- Material provided:
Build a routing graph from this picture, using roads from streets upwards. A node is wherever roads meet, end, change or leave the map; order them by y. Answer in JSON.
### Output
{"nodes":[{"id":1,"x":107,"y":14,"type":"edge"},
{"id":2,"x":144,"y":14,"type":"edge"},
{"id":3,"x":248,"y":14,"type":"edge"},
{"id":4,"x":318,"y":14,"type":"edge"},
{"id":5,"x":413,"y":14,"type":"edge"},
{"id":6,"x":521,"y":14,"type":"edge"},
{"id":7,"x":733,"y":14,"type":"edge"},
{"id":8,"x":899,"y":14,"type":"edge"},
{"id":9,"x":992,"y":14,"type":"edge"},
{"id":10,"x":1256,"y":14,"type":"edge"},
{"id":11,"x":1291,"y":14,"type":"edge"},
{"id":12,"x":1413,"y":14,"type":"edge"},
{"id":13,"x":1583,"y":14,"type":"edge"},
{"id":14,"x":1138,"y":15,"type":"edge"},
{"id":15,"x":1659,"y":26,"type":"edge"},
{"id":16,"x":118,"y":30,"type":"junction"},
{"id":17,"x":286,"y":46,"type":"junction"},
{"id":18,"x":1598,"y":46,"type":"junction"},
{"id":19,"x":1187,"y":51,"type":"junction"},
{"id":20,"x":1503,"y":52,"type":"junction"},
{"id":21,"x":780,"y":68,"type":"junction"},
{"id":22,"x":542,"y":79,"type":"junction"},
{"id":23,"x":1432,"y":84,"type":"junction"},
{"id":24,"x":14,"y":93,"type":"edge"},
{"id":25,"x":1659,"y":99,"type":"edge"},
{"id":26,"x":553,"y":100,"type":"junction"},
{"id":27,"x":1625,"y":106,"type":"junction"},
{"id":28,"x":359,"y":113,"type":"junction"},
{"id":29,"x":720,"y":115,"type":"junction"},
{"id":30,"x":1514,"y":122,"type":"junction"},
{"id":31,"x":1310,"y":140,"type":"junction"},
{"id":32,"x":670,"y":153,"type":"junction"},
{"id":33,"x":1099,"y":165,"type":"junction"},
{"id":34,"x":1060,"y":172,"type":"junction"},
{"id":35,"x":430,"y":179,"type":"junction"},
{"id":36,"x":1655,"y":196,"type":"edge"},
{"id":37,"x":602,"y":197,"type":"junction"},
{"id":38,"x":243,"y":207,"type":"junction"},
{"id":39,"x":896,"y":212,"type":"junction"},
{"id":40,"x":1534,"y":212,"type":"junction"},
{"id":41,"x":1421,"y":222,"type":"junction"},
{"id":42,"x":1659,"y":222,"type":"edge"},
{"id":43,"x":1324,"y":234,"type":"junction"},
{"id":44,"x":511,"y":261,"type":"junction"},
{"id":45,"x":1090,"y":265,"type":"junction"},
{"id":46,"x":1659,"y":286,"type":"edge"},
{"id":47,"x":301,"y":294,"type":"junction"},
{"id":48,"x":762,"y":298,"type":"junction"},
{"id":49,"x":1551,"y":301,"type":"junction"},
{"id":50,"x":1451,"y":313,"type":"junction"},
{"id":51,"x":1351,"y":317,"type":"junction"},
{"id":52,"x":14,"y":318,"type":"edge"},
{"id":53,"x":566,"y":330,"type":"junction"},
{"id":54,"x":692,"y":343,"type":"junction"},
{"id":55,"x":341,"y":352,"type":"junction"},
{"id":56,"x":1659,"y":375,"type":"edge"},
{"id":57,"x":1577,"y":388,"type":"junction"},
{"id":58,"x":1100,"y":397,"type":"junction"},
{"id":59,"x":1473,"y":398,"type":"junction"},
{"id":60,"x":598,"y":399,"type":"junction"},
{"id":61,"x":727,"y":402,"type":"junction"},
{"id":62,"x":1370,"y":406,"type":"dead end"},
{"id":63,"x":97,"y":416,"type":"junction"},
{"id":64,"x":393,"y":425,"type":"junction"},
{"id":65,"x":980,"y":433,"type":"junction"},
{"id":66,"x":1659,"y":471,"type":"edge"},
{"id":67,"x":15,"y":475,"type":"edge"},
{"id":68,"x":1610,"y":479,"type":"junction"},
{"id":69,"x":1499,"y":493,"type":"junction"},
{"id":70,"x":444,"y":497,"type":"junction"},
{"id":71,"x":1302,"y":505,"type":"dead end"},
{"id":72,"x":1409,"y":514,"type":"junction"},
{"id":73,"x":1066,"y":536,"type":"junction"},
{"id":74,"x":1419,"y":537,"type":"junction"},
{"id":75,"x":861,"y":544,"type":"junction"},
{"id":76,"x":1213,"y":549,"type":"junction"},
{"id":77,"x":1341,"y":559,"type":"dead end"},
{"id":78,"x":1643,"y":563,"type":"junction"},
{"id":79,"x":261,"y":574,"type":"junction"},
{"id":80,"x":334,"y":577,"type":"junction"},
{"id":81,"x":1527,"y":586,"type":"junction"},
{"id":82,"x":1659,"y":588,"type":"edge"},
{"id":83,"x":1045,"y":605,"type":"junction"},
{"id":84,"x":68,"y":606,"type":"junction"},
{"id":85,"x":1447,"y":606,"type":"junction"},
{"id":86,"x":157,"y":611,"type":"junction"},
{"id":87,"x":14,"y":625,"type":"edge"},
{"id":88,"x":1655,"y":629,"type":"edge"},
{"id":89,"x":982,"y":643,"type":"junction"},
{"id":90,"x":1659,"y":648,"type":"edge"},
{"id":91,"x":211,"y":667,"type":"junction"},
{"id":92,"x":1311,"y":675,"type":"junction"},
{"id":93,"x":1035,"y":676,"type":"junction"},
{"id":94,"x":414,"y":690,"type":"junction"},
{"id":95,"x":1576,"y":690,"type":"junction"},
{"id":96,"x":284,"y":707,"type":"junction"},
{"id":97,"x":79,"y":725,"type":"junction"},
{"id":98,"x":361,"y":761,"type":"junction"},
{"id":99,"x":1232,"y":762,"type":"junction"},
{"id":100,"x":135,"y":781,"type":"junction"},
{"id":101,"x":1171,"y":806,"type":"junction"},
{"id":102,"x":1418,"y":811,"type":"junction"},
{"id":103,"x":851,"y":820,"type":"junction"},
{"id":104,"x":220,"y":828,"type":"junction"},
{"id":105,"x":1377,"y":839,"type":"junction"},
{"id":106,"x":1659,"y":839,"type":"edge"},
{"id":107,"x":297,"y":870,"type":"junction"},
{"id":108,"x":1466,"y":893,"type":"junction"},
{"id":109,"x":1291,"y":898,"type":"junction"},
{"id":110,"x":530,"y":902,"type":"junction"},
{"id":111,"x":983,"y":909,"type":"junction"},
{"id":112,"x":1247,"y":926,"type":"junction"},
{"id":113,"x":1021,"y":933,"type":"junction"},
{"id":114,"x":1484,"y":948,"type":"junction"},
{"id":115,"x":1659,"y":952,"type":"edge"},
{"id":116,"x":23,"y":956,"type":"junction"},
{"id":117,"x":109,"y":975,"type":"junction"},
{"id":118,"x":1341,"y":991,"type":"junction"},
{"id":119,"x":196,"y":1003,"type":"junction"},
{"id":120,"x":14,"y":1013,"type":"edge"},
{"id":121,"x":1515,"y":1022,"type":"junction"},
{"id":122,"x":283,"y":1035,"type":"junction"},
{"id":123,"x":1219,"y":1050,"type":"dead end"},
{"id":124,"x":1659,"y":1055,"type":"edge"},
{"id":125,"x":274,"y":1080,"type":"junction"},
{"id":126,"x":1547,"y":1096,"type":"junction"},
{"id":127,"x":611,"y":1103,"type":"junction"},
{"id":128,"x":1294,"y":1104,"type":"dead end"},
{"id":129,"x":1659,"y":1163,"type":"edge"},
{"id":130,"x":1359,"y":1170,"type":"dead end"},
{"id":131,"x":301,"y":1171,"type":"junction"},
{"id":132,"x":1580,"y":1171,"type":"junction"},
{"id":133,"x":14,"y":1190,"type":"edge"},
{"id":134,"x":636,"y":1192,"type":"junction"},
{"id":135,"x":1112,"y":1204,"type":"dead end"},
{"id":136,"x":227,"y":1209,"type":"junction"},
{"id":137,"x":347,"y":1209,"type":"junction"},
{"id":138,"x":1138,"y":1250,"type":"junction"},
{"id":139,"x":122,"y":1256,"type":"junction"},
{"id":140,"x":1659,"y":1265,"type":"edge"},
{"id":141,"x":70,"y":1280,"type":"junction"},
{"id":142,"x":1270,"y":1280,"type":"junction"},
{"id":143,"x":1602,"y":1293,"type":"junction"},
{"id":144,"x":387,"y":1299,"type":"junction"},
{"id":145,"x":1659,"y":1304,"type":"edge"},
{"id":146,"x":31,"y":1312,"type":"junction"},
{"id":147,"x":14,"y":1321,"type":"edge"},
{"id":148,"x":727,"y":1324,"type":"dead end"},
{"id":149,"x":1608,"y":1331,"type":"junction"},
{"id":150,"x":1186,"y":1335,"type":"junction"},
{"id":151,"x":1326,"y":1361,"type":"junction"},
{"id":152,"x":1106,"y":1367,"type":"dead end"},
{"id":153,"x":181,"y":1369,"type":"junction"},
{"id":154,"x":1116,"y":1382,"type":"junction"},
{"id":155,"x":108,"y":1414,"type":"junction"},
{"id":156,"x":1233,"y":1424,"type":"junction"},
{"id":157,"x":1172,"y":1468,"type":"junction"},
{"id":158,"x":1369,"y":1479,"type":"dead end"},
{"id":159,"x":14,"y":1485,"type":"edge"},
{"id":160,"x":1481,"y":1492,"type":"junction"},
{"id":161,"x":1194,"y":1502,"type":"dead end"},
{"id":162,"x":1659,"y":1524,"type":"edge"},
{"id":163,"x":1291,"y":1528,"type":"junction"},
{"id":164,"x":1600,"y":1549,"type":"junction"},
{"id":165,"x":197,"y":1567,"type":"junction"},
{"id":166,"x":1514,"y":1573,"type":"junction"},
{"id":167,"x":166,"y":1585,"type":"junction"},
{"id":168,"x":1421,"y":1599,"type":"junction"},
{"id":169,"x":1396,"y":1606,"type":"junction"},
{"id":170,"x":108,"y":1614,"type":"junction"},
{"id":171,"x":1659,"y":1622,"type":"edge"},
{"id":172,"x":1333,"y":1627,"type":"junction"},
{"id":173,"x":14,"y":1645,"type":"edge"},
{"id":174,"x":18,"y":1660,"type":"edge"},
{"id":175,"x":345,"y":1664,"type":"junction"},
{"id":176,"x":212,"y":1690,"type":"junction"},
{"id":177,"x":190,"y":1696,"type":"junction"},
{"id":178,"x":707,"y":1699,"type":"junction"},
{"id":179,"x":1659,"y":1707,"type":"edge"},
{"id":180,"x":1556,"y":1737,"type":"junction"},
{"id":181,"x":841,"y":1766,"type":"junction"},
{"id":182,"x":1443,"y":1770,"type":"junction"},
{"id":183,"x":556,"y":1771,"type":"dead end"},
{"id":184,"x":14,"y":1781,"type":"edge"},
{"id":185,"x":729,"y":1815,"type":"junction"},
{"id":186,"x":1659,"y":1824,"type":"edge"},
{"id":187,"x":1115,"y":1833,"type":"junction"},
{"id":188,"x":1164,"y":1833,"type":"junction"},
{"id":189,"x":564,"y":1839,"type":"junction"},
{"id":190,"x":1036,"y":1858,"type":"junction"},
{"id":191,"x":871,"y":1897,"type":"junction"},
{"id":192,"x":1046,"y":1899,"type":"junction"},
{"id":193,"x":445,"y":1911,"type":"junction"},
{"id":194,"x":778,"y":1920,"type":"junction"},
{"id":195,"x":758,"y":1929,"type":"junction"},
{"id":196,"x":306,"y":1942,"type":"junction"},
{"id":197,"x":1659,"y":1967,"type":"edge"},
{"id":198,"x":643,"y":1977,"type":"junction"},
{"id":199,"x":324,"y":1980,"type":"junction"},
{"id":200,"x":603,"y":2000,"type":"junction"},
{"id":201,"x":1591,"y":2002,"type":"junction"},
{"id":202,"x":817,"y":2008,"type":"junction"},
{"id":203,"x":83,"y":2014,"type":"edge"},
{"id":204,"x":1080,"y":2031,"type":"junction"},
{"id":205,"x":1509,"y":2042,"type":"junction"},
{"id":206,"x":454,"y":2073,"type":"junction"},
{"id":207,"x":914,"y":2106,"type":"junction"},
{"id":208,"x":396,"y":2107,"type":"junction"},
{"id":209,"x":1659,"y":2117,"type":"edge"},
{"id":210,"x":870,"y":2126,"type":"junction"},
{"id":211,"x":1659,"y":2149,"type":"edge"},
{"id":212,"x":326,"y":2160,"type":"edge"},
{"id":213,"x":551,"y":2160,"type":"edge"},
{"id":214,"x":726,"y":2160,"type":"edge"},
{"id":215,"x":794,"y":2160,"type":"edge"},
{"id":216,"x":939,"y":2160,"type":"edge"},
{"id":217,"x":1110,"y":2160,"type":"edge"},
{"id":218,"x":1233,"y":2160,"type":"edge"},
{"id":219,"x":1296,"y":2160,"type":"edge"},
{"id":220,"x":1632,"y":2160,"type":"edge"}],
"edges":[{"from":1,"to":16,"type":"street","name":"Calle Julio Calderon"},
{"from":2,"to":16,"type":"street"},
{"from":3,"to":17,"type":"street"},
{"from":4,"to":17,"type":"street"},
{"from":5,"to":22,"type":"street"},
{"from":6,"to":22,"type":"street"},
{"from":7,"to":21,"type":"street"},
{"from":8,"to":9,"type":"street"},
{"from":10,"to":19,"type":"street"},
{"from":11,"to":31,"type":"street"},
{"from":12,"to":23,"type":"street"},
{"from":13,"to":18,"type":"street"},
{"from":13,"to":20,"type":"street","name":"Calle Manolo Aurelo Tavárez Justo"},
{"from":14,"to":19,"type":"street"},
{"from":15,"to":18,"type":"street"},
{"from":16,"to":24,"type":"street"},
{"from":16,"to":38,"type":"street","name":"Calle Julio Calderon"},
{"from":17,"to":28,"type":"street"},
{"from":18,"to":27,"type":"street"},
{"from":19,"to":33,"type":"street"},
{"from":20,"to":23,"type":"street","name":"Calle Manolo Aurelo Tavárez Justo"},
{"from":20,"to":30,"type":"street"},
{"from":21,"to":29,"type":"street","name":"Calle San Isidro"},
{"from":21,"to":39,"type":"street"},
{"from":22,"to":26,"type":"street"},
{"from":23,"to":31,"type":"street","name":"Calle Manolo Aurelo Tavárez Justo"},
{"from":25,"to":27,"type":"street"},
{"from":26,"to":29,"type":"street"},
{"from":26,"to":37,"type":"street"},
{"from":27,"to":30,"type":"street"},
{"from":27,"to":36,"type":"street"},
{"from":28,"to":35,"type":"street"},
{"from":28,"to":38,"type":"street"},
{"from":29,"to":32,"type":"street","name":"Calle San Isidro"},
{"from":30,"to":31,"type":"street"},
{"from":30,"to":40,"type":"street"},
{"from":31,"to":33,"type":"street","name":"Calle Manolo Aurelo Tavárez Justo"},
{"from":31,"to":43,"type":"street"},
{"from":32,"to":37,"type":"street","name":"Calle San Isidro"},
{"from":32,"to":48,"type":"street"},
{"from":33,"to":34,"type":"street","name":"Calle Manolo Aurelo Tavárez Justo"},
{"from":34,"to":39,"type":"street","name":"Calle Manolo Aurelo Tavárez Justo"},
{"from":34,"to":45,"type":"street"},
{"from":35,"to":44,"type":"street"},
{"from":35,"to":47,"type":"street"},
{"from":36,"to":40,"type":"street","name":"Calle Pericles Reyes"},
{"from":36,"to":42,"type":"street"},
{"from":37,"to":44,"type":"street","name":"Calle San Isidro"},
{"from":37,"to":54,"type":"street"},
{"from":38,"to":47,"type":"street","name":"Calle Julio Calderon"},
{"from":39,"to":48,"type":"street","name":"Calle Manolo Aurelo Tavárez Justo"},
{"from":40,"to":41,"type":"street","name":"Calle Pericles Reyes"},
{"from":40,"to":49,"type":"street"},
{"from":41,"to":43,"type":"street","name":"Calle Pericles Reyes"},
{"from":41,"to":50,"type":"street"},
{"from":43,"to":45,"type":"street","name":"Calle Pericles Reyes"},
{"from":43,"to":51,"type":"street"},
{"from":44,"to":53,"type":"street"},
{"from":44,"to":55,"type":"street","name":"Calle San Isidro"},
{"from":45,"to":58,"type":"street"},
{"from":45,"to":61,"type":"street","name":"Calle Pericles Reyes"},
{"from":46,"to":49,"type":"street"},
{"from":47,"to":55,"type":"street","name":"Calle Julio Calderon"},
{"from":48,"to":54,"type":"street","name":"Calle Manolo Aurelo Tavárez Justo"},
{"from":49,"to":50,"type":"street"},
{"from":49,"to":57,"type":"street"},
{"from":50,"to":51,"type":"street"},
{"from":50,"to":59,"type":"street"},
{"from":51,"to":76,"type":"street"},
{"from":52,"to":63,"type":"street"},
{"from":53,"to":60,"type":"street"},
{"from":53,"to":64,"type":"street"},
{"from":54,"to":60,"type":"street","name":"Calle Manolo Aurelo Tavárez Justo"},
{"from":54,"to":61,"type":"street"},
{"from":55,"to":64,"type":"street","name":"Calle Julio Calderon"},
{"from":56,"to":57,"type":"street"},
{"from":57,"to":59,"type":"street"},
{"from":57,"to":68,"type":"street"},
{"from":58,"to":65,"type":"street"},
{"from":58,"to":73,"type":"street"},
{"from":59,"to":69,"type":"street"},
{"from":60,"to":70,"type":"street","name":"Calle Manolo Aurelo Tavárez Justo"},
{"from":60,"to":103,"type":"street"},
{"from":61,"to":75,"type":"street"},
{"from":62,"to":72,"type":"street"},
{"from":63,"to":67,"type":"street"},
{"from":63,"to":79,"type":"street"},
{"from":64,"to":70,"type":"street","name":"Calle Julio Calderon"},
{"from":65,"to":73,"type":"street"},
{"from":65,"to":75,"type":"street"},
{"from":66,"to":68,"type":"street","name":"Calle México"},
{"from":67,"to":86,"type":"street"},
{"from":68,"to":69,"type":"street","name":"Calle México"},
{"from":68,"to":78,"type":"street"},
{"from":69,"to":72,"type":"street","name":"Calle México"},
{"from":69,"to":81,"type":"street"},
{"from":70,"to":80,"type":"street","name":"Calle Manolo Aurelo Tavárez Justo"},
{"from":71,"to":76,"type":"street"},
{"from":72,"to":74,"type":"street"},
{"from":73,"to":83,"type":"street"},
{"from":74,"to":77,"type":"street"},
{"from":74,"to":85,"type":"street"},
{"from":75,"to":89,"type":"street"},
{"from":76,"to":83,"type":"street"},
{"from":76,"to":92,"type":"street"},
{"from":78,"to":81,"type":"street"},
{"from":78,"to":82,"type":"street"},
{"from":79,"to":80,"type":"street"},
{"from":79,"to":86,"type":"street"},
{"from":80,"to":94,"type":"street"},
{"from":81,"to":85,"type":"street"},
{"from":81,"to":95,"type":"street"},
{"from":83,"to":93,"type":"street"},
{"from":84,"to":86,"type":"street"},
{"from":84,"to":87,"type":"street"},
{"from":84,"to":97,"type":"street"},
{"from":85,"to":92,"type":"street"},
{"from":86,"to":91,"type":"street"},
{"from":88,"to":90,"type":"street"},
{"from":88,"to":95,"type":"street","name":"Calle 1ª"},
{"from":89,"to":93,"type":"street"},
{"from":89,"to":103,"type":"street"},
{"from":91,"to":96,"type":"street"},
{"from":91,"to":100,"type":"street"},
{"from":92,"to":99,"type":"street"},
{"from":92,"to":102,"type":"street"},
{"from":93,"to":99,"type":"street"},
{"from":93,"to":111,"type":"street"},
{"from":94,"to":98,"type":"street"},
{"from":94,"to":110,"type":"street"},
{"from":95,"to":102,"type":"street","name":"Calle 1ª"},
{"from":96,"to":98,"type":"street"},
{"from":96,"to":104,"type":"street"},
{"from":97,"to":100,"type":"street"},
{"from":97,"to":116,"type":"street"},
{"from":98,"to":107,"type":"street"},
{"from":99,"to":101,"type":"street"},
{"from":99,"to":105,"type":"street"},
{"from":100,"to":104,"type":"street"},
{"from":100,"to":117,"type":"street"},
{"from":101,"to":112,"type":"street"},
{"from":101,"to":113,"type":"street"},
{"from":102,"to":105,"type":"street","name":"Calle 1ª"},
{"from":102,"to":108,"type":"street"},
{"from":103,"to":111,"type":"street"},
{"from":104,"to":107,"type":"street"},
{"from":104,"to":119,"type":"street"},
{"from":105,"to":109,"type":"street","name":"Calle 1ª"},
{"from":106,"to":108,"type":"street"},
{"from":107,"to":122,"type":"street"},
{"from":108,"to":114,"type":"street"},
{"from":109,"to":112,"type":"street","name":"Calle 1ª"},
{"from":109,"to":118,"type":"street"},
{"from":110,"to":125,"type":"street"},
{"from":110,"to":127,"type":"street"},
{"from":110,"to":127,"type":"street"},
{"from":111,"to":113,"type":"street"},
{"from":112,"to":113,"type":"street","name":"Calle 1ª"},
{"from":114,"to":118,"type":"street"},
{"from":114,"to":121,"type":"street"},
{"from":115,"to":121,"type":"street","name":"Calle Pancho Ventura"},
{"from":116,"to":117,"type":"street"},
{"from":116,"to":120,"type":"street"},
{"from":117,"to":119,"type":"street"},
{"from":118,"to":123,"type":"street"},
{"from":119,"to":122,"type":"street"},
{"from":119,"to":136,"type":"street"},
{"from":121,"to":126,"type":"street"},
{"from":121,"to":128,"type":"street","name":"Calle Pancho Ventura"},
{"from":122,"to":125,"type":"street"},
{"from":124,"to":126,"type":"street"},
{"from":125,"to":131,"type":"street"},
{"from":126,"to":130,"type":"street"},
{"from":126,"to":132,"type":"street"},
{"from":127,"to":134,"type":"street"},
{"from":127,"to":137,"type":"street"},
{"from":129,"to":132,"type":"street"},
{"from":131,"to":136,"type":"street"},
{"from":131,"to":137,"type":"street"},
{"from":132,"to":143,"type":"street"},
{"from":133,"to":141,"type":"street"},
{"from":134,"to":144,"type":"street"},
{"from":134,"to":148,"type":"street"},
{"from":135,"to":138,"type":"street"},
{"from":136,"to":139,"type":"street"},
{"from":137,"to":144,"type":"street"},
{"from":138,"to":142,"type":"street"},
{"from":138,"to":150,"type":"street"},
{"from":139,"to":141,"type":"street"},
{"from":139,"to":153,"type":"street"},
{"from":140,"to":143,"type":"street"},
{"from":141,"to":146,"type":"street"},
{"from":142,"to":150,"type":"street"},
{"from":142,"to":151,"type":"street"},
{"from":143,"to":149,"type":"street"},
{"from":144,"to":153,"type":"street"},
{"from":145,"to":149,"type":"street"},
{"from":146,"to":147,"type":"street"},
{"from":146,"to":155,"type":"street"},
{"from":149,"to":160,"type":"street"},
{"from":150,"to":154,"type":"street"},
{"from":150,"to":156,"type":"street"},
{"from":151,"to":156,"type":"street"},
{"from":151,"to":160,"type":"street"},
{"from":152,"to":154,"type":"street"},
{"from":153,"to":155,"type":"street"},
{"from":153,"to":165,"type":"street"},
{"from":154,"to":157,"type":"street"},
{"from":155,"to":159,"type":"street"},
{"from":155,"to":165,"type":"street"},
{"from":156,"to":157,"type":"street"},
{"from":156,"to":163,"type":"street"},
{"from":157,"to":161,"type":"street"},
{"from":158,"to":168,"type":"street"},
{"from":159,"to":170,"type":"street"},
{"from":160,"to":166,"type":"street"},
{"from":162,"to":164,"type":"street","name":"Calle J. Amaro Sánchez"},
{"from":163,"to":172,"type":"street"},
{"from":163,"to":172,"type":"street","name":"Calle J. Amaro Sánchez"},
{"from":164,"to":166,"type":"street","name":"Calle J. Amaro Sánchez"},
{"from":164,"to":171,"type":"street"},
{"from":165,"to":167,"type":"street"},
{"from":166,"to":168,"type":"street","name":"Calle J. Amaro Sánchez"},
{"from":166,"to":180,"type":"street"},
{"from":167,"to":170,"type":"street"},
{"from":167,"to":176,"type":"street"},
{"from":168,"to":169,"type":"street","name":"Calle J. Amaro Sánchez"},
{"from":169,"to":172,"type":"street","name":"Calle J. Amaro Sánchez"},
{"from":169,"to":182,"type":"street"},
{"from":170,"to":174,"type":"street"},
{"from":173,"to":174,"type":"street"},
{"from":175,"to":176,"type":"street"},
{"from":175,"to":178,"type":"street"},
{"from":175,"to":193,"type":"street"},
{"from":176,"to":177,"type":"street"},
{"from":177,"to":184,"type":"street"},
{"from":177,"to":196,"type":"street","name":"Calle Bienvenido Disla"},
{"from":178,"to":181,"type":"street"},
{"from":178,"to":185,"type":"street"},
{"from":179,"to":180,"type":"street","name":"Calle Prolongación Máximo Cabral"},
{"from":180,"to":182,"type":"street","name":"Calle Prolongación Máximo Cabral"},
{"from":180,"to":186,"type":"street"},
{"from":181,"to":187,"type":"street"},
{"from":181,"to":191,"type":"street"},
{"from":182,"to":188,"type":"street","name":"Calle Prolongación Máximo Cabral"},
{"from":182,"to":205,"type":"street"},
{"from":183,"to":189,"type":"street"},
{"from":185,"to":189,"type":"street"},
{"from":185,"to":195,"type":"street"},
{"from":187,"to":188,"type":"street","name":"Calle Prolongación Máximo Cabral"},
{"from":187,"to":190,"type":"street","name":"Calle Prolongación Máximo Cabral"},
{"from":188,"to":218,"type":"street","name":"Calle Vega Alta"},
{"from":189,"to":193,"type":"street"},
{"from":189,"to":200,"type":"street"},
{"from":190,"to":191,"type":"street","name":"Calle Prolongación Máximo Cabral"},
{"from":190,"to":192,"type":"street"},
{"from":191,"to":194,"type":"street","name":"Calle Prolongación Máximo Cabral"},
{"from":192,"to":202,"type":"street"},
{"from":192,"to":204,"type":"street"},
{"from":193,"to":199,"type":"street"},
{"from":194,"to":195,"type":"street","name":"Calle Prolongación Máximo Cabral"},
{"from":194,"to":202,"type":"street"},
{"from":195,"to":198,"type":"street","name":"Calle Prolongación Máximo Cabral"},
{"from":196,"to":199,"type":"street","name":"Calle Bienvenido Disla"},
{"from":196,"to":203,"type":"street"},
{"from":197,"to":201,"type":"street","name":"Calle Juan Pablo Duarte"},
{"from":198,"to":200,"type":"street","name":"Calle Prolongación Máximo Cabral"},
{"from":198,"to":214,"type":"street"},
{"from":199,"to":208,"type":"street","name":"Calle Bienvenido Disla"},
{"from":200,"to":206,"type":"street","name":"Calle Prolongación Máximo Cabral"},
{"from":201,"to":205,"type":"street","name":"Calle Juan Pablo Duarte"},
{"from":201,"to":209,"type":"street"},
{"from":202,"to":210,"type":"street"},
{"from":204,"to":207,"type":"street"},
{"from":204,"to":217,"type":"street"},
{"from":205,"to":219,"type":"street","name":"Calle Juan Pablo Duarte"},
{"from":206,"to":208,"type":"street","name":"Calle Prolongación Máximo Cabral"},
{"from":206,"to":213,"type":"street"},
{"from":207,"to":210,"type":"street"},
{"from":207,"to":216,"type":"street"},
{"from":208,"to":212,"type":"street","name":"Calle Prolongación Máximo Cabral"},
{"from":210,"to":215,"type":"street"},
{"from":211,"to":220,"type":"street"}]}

- Your goal: Write only the number of lines in the material above where the string "Juan" occurs.

- Answer box: 3